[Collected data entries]
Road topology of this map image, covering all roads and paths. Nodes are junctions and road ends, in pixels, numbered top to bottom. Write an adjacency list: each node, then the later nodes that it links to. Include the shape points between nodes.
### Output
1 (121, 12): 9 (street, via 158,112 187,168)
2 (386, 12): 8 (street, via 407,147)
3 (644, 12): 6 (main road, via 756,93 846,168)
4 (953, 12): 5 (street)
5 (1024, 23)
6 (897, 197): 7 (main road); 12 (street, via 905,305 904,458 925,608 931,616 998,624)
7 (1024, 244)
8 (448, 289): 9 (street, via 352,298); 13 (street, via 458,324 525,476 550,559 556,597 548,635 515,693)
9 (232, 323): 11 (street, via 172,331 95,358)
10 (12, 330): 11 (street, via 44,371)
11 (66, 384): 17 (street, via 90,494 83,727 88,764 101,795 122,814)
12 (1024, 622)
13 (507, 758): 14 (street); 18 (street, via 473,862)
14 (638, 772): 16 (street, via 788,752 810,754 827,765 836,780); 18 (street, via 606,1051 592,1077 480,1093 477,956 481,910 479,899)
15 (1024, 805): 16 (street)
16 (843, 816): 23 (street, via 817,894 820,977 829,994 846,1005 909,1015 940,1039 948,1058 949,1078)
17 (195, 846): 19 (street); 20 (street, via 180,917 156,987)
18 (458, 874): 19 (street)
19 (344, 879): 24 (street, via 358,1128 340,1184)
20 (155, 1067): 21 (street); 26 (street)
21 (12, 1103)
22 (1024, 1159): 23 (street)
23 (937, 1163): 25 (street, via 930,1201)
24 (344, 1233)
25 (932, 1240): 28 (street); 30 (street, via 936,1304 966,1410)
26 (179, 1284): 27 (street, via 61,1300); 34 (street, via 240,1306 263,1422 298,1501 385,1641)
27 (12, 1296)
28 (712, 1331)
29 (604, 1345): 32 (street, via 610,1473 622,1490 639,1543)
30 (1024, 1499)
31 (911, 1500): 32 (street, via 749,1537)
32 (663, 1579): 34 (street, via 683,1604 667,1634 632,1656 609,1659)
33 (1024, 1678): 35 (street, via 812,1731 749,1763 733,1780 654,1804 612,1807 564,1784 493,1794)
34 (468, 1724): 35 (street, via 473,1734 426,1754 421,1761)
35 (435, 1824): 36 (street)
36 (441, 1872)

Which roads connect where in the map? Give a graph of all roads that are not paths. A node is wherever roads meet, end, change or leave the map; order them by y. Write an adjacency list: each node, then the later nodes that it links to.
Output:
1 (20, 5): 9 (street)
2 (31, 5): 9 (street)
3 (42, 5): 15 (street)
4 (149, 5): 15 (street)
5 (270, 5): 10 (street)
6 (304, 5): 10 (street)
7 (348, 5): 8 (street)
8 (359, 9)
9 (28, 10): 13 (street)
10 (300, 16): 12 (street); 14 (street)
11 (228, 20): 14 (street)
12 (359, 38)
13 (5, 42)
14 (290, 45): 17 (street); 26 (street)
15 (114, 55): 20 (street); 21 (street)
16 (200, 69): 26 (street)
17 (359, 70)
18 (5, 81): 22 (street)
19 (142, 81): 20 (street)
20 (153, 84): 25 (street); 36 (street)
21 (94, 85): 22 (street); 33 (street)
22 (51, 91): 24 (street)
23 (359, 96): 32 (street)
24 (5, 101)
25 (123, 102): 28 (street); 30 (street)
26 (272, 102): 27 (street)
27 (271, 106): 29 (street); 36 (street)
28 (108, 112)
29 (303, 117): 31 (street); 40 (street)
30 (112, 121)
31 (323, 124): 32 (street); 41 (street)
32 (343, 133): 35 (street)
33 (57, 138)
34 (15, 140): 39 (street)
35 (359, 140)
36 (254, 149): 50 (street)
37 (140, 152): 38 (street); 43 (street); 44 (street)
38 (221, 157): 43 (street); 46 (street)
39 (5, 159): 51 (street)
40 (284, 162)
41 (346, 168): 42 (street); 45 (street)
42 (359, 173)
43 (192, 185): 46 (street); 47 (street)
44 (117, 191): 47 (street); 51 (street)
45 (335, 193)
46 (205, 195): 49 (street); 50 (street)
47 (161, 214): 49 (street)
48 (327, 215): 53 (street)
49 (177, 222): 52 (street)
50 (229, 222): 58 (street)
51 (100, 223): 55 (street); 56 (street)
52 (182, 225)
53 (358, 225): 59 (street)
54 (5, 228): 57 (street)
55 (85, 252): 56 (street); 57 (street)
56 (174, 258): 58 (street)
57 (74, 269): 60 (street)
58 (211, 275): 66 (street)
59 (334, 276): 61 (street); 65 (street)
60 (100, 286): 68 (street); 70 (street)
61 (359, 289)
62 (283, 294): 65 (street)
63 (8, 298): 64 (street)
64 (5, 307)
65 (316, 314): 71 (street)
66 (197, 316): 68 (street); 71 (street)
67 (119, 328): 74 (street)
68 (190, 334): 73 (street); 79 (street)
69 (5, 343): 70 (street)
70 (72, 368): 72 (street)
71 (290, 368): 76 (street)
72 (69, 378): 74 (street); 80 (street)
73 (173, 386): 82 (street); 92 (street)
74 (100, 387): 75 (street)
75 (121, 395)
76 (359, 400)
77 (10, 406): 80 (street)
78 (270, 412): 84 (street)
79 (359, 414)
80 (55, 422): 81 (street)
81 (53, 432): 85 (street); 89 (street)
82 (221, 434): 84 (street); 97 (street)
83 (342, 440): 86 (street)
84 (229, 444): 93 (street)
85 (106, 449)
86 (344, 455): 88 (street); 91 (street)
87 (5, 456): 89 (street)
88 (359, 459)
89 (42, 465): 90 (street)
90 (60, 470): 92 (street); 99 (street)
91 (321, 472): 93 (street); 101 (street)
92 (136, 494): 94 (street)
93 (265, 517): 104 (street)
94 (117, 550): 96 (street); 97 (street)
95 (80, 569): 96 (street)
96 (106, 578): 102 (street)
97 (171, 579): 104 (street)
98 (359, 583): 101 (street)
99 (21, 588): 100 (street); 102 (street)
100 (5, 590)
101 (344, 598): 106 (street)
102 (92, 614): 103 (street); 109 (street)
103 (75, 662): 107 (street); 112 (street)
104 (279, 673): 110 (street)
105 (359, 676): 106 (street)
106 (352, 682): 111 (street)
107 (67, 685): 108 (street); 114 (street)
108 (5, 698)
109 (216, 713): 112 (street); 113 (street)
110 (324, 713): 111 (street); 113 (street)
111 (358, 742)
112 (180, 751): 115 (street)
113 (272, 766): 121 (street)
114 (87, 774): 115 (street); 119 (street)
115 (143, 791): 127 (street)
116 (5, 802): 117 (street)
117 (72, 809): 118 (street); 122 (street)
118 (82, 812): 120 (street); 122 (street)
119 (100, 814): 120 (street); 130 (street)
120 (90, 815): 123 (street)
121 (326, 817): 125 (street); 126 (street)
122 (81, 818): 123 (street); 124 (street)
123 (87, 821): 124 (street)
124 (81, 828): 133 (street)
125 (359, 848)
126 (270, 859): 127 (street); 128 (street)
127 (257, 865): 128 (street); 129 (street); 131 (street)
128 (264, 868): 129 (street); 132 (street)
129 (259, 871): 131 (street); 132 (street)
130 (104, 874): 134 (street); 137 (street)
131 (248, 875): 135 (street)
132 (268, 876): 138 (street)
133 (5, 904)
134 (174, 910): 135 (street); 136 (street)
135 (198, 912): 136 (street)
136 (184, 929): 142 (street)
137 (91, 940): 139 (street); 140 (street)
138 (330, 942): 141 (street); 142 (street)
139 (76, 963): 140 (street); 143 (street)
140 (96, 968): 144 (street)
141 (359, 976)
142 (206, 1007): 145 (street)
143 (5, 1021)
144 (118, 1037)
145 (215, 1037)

_WHAT IS EXPECTED:_
Look above for every line with the word "main" and copy it.

_ANSWER BOX:_
3 (644, 12): 6 (main road, via 756,93 846,168)
6 (897, 197): 7 (main road); 12 (street, via 905,305 904,458 925,608 931,616 998,624)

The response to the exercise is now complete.